(Records drawn from a dataset)
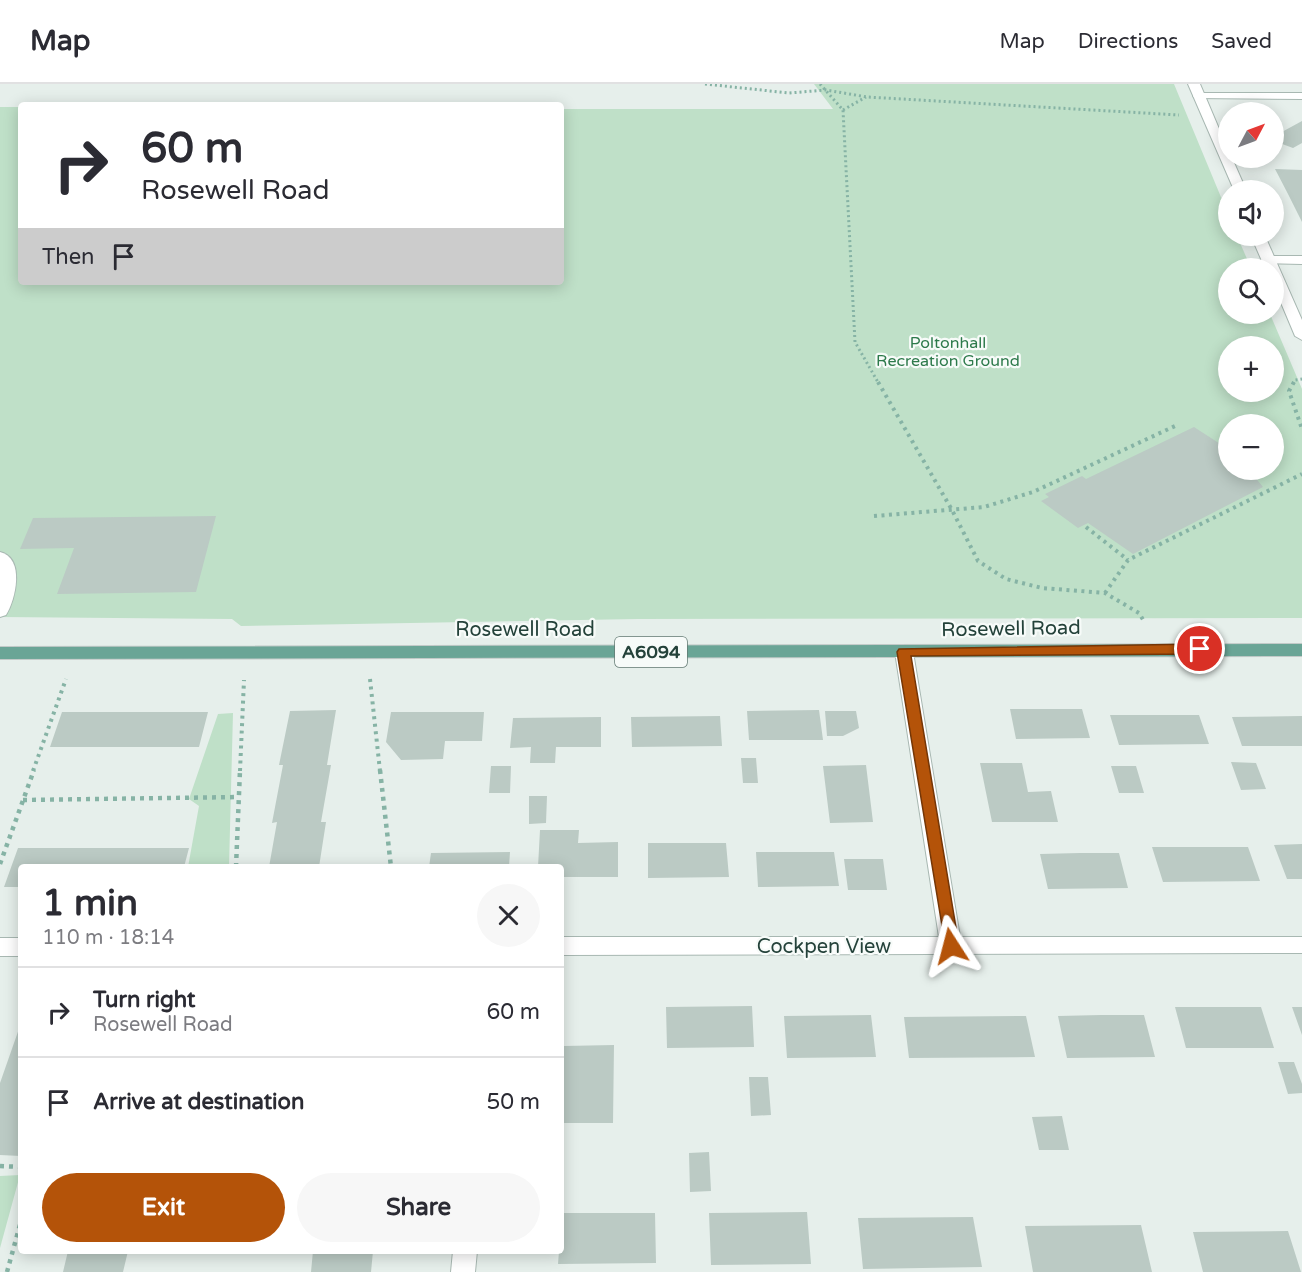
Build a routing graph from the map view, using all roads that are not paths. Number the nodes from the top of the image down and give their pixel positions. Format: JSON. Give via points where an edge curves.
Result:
{"nodes":[{"id":1,"x":1194,"y":84,"type":"edge"},
{"id":2,"x":1199,"y":96,"type":"junction"},
{"id":3,"x":1302,"y":96,"type":"edge"},
{"id":4,"x":1236,"y":180,"type":"edge"},
{"id":5,"x":1302,"y":260,"type":"edge"},
{"id":6,"x":1284,"y":264,"type":"edge"},
{"id":7,"x":1284,"y":296,"type":"edge"},
{"id":8,"x":1302,"y":336,"type":"edge"},
{"id":9,"x":0,"y":557,"type":"edge"},
{"id":10,"x":0,"y":611,"type":"edge"},
{"id":11,"x":1302,"y":650,"type":"edge"},
{"id":12,"x":904,"y":652,"type":"junction"},
{"id":13,"x":0,"y":653,"type":"edge"},
{"id":14,"x":1302,"y":945,"type":"edge"},
{"id":15,"x":564,"y":946,"type":"edge"},
{"id":16,"x":951,"y":946,"type":"junction"},
{"id":17,"x":0,"y":947,"type":"edge"},
{"id":18,"x":18,"y":947,"type":"edge"},
{"id":19,"x":465,"y":1254,"type":"edge"},
{"id":20,"x":463,"y":1272,"type":"edge"}],
"edges":[{"from":1,"to":2,"type":"street"},
{"from":2,"to":3,"type":"street"},
{"from":2,"to":4,"type":"street"},
{"from":5,"to":6,"type":"street"},
{"from":7,"to":8,"type":"street"},
{"from":9,"to":10,"type":"street","via":[[9,584]]},
{"from":11,"to":12,"type":"main road","name":"Rosewell Road","number":"A6094"},
{"from":12,"to":13,"type":"main road","name":"Rosewell Road","number":"A6094"},
{"from":12,"to":16,"type":"street"},
{"from":14,"to":16,"type":"street","name":"Cockpen View"},
{"from":15,"to":16,"type":"street","name":"Cockpen View"},
{"from":17,"to":18,"type":"street"},
{"from":19,"to":20,"type":"street"}]}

Problem description: Lines that include the word "street" are to be extracted from the data above.

Answer for this exercise:
"edges":[{"from":1,"to":2,"type":"street"},
{"from":2,"to":3,"type":"street"},
{"from":2,"to":4,"type":"street"},
{"from":5,"to":6,"type":"street"},
{"from":7,"to":8,"type":"street"},
{"from":9,"to":10,"type":"street","via":[[9,584]]},
{"from":12,"to":16,"type":"street"},
{"from":14,"to":16,"type":"street","name":"Cockpen View"},
{"from":15,"to":16,"type":"street","name":"Cockpen View"},
{"from":17,"to":18,"type":"street"},
{"from":19,"to":20,"type":"street"}]}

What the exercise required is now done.